_RECORDS SUPPLIED_

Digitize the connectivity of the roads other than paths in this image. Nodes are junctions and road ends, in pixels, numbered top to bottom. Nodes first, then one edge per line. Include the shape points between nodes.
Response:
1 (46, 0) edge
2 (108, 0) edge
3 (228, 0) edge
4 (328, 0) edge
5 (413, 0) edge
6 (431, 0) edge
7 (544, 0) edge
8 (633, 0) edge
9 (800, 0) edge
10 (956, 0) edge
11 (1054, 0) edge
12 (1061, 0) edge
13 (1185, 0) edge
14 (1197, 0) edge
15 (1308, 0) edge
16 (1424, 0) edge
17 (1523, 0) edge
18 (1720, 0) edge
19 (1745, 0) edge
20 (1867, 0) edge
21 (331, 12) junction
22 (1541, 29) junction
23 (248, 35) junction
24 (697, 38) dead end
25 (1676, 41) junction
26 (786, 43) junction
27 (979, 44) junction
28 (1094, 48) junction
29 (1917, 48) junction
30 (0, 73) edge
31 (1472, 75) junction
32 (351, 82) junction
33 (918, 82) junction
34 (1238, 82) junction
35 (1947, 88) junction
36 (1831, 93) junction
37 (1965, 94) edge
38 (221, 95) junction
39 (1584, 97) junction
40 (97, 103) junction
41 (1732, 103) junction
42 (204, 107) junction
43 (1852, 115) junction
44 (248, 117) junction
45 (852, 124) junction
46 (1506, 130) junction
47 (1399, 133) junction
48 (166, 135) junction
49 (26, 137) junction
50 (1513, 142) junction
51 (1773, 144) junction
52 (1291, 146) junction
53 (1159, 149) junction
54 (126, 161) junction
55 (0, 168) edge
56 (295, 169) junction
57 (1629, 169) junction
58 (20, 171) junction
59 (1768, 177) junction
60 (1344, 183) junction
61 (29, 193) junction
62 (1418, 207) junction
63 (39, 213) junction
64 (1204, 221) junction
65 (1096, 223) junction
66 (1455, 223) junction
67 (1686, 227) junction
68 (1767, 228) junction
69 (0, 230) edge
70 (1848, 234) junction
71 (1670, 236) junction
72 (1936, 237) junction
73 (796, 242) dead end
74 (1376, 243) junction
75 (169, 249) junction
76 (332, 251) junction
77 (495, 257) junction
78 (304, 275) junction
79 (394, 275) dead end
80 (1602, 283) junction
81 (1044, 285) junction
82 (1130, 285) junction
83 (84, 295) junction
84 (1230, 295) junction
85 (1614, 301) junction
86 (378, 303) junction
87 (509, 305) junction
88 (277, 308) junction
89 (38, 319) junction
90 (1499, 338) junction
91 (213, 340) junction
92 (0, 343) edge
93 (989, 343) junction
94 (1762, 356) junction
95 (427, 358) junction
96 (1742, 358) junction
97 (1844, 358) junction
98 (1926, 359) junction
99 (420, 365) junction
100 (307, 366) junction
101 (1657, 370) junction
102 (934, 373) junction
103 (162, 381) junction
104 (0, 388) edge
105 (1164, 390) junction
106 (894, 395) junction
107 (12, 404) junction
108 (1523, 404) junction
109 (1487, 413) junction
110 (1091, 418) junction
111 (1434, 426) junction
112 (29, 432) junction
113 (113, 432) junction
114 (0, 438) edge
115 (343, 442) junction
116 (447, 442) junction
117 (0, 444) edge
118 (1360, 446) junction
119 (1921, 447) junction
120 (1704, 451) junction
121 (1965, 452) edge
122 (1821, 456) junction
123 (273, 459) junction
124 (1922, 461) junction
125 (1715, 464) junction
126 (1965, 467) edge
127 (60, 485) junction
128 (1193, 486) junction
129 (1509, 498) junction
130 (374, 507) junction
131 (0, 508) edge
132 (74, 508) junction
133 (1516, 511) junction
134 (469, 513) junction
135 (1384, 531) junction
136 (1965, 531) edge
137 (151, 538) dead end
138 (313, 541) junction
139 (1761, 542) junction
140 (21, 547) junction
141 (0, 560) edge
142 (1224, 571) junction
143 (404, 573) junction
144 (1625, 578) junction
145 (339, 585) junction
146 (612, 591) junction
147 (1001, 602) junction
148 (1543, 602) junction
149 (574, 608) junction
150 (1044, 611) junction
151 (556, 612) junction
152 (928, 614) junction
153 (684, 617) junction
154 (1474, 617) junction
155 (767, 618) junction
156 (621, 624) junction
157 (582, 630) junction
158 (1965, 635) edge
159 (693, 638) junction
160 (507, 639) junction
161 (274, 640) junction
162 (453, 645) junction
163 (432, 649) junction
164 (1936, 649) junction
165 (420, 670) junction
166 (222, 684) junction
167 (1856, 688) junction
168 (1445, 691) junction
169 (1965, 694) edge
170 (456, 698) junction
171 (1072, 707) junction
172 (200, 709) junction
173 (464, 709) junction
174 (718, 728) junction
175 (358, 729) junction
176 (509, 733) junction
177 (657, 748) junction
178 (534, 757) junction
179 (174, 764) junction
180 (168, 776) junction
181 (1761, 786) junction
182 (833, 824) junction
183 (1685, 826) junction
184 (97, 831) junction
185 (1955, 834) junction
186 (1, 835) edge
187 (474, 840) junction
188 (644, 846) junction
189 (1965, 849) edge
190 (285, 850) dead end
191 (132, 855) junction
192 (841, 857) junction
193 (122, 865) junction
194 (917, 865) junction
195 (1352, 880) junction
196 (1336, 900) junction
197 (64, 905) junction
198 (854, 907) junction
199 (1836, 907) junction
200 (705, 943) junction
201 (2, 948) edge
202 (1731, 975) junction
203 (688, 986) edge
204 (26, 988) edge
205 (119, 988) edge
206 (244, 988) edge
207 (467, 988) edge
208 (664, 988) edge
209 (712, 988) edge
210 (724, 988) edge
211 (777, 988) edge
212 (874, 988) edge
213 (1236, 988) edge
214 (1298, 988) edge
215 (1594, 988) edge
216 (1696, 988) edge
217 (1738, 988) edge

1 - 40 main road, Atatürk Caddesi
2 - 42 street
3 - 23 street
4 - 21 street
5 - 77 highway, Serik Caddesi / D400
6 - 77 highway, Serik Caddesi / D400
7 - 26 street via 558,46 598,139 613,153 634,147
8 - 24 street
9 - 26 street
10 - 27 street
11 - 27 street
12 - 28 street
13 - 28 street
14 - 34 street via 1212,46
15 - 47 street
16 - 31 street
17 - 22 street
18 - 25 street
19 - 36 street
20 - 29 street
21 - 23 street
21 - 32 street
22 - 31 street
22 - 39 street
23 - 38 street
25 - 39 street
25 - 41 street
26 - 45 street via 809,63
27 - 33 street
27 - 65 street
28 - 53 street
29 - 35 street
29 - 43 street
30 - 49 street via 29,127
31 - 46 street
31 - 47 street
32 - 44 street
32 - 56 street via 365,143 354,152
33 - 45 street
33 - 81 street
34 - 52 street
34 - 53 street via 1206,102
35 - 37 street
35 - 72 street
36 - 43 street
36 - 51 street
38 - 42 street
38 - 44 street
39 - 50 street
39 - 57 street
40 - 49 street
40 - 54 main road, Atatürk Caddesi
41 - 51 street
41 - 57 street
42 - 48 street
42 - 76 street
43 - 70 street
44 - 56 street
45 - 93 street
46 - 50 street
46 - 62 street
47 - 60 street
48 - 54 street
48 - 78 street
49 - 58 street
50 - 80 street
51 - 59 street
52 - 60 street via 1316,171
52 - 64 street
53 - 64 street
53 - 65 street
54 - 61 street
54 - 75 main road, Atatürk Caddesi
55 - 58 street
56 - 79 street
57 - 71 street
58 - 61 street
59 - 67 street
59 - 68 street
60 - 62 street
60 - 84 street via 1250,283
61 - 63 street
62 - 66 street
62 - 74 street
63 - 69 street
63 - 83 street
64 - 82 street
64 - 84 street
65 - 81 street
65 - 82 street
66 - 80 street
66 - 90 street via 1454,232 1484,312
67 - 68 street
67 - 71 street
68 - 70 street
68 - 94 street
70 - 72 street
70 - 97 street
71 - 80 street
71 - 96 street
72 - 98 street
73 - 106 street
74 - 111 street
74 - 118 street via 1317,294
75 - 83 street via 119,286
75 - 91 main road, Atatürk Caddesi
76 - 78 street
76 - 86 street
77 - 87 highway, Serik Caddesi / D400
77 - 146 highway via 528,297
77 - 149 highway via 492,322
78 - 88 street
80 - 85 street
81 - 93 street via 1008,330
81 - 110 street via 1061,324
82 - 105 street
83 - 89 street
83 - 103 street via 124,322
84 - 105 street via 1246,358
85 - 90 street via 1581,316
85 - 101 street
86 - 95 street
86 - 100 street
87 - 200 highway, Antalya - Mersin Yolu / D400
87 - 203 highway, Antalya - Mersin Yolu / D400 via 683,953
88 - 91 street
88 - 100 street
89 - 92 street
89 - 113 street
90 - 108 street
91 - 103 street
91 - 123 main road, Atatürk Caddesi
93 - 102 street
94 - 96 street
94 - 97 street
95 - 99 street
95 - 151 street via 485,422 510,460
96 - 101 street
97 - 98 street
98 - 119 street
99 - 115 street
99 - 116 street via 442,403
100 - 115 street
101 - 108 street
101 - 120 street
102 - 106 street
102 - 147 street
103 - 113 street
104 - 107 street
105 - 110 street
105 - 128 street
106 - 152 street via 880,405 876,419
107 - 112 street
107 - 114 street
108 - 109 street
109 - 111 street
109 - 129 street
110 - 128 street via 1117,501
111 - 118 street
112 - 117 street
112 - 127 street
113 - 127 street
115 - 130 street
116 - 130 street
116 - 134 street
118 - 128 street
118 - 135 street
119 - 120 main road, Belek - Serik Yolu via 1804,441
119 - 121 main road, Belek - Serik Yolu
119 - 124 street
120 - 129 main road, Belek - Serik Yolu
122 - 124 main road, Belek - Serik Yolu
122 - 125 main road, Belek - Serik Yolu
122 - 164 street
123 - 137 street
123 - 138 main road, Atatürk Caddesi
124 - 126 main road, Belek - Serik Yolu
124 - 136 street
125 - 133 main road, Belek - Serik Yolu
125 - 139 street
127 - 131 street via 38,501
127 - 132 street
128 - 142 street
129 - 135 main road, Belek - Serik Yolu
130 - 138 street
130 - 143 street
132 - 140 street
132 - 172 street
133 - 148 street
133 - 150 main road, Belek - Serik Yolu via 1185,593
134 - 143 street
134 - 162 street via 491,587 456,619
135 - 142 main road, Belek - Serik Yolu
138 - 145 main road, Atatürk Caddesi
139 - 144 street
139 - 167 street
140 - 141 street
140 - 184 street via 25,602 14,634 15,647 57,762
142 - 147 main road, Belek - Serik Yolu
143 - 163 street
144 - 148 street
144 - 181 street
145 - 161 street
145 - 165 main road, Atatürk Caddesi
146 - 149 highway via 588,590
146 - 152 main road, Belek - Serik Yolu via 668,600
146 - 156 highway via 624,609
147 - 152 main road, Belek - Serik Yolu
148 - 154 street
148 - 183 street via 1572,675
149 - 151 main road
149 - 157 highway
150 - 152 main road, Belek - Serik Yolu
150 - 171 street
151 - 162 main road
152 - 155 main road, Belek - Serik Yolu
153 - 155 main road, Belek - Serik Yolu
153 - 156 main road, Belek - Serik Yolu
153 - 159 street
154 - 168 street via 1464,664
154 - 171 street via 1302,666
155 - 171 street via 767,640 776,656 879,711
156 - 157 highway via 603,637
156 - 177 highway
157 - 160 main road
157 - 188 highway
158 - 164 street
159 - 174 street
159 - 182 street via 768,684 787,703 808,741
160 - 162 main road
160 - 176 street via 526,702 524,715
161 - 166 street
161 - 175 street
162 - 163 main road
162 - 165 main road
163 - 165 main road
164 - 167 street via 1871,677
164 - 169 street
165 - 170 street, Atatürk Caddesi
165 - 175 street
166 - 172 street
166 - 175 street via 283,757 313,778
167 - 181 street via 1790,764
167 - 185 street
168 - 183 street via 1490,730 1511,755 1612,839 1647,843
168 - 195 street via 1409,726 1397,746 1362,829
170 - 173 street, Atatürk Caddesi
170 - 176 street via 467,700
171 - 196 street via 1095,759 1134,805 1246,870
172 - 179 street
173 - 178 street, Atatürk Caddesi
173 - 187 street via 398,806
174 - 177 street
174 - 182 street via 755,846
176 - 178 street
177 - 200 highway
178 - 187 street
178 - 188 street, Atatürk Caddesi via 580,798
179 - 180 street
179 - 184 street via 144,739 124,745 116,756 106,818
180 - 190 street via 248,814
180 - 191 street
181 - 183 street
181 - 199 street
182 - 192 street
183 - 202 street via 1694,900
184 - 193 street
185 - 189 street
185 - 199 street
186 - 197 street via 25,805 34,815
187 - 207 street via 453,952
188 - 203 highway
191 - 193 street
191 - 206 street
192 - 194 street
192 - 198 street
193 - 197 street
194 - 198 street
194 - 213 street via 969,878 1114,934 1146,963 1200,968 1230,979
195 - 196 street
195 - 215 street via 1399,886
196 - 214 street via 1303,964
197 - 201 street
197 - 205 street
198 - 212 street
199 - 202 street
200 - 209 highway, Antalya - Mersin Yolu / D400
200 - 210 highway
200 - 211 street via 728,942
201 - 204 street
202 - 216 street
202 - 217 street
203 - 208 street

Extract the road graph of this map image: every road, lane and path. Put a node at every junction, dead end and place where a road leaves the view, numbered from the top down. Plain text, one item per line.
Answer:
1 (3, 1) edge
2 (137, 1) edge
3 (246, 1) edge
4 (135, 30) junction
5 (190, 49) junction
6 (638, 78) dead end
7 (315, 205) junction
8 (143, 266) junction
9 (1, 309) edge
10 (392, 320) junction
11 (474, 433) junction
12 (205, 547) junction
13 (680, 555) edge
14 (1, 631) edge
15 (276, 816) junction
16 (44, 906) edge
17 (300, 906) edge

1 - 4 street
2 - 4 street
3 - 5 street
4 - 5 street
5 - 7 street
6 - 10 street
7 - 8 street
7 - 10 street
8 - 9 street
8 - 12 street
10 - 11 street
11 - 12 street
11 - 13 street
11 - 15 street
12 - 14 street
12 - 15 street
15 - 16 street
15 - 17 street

_EXERCISE OBJECTIVE_
Search the data for "Mersin" and list every line in which it occurs.

_ANSWER TO THIS TASK_
87 - 200 highway, Antalya - Mersin Yolu / D400
87 - 203 highway, Antalya - Mersin Yolu / D400 via 683,953
200 - 209 highway, Antalya - Mersin Yolu / D400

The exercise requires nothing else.